[[ Records shown, beginning ]]

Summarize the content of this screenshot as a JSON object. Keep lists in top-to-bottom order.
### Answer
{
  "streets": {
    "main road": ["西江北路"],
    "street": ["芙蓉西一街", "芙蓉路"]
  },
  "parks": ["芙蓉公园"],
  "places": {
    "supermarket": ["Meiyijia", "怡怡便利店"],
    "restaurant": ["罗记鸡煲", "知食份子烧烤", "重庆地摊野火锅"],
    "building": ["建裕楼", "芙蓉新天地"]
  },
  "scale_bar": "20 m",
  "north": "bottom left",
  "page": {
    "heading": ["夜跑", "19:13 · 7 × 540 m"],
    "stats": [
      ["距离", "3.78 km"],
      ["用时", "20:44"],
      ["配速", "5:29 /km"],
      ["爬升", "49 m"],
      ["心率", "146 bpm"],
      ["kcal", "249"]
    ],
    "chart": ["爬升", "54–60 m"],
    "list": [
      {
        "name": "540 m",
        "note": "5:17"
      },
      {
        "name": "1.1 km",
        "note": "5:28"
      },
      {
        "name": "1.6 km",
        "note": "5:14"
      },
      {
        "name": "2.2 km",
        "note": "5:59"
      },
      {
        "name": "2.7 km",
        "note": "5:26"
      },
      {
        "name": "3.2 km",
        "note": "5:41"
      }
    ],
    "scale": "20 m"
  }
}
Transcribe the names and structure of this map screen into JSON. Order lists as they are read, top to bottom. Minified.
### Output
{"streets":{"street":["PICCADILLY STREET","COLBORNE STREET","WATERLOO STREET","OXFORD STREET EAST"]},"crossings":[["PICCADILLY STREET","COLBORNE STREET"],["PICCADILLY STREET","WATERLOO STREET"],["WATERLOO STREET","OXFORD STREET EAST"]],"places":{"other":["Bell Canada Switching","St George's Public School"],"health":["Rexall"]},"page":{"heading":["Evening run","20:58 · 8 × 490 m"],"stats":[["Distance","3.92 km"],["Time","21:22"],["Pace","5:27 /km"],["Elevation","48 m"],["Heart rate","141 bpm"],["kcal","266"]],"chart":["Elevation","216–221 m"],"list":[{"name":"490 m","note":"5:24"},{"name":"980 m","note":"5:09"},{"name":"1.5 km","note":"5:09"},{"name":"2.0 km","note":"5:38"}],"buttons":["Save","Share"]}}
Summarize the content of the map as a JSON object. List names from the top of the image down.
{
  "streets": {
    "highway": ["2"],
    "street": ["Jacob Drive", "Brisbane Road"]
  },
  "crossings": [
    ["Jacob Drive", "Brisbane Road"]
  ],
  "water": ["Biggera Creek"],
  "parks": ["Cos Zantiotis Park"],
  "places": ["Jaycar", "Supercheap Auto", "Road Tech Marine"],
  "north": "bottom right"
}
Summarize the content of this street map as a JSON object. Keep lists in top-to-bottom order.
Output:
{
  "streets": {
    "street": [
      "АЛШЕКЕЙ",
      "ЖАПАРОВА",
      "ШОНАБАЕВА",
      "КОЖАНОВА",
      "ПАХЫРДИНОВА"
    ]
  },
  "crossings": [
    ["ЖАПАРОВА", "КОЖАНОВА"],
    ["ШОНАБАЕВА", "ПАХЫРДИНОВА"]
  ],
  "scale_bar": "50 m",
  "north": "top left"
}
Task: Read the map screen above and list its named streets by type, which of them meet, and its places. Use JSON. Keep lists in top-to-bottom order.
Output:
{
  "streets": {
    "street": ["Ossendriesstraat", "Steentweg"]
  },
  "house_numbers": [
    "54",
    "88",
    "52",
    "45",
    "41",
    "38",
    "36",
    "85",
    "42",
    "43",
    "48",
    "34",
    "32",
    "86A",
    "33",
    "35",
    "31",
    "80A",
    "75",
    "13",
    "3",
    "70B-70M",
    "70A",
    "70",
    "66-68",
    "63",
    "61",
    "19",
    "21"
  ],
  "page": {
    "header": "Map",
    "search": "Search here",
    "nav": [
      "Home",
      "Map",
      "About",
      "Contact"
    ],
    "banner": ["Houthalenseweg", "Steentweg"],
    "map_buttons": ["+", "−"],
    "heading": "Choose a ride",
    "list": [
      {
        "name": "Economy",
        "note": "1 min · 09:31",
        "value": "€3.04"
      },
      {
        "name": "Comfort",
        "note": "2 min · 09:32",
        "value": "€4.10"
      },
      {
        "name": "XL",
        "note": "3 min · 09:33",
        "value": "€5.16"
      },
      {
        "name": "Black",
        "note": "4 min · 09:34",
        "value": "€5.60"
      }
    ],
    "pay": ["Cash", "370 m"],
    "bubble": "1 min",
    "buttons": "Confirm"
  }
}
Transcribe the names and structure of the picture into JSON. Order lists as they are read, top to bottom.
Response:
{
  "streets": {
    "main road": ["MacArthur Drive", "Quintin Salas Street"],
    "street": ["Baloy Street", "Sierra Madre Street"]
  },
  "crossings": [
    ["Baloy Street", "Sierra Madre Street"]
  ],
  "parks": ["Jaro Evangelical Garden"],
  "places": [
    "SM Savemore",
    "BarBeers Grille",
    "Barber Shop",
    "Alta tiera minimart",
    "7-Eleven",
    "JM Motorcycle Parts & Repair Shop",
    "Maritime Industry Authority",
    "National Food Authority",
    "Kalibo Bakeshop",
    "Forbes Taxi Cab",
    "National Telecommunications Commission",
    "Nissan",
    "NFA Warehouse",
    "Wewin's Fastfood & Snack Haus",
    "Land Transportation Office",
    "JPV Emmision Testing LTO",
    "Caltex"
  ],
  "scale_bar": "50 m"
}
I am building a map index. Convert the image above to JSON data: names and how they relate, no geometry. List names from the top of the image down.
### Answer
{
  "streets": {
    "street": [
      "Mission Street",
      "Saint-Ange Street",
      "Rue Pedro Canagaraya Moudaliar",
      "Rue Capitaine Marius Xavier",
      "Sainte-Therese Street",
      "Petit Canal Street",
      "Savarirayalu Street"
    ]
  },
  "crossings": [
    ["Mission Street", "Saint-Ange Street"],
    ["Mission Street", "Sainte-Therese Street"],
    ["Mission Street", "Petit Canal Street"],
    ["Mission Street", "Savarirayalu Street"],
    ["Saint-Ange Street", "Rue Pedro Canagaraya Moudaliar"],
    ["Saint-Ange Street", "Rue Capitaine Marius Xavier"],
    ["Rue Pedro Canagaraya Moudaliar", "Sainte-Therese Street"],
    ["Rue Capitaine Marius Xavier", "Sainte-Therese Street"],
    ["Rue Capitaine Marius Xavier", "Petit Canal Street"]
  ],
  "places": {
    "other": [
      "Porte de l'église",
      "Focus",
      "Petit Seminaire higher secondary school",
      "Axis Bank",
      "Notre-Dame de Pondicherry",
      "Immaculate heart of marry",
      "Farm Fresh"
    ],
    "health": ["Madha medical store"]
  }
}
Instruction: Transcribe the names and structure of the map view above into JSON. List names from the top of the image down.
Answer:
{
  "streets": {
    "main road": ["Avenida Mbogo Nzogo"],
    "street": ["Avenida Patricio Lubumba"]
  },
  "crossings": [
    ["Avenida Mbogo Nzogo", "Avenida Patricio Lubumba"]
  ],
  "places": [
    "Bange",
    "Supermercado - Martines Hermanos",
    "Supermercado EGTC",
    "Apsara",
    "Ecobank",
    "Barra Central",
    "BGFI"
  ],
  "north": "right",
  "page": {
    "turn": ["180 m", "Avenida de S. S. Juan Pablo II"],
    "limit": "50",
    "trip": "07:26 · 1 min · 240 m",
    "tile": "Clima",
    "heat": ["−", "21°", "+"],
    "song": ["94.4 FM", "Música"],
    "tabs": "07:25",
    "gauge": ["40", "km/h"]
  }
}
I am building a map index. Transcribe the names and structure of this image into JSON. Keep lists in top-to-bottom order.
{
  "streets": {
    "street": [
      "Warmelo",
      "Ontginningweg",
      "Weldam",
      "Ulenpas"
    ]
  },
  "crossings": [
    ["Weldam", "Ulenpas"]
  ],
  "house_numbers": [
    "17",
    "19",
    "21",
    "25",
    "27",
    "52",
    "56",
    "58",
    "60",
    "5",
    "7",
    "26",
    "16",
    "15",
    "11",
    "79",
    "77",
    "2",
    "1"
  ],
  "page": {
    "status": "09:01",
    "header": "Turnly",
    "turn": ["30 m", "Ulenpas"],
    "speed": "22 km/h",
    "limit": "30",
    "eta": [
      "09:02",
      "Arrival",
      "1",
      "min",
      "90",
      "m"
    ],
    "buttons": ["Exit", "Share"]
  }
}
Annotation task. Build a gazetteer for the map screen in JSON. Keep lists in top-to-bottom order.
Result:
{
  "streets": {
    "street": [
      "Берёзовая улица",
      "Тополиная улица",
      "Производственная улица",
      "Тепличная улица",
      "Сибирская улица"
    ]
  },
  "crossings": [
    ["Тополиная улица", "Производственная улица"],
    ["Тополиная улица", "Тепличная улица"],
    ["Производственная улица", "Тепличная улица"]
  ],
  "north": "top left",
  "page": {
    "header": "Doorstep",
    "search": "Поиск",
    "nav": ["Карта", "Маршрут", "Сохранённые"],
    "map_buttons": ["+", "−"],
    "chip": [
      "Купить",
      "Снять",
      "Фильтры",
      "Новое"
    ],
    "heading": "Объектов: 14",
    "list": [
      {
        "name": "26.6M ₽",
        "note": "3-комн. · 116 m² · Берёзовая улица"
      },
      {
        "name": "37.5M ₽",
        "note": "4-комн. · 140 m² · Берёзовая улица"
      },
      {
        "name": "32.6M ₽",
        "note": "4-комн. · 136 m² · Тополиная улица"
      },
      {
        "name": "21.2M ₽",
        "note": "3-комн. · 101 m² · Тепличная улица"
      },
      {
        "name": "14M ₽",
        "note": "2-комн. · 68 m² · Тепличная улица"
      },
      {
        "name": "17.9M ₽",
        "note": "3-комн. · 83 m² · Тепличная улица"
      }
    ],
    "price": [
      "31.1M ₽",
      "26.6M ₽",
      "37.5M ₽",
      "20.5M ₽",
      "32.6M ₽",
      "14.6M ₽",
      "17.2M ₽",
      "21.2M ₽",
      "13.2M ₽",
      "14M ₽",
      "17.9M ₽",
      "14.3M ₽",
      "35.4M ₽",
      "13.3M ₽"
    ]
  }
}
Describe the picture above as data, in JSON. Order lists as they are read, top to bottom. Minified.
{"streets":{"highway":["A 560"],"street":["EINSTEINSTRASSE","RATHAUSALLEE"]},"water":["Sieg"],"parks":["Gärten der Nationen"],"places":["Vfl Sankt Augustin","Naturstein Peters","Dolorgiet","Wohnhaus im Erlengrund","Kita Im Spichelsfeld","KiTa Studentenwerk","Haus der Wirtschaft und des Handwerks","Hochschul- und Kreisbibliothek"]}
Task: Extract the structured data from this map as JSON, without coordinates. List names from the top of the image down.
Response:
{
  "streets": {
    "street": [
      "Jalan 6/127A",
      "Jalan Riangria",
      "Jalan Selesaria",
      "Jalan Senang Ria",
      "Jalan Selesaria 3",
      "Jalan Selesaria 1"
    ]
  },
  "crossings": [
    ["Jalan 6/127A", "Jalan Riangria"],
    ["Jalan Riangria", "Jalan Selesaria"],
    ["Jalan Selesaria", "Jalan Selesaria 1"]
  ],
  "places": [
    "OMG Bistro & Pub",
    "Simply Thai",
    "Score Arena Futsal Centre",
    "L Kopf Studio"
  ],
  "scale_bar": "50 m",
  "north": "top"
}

[[ Records shown, end ]]

Problem statement: Your task is to find every line above containing the word "picture" and copy it.

Output of the task:
Transcribe the names and structure of the picture into JSON. Order lists as they are read, top to bottom.
Describe the picture above as data, in JSON. Order lists as they are read, top to bottom. Minified.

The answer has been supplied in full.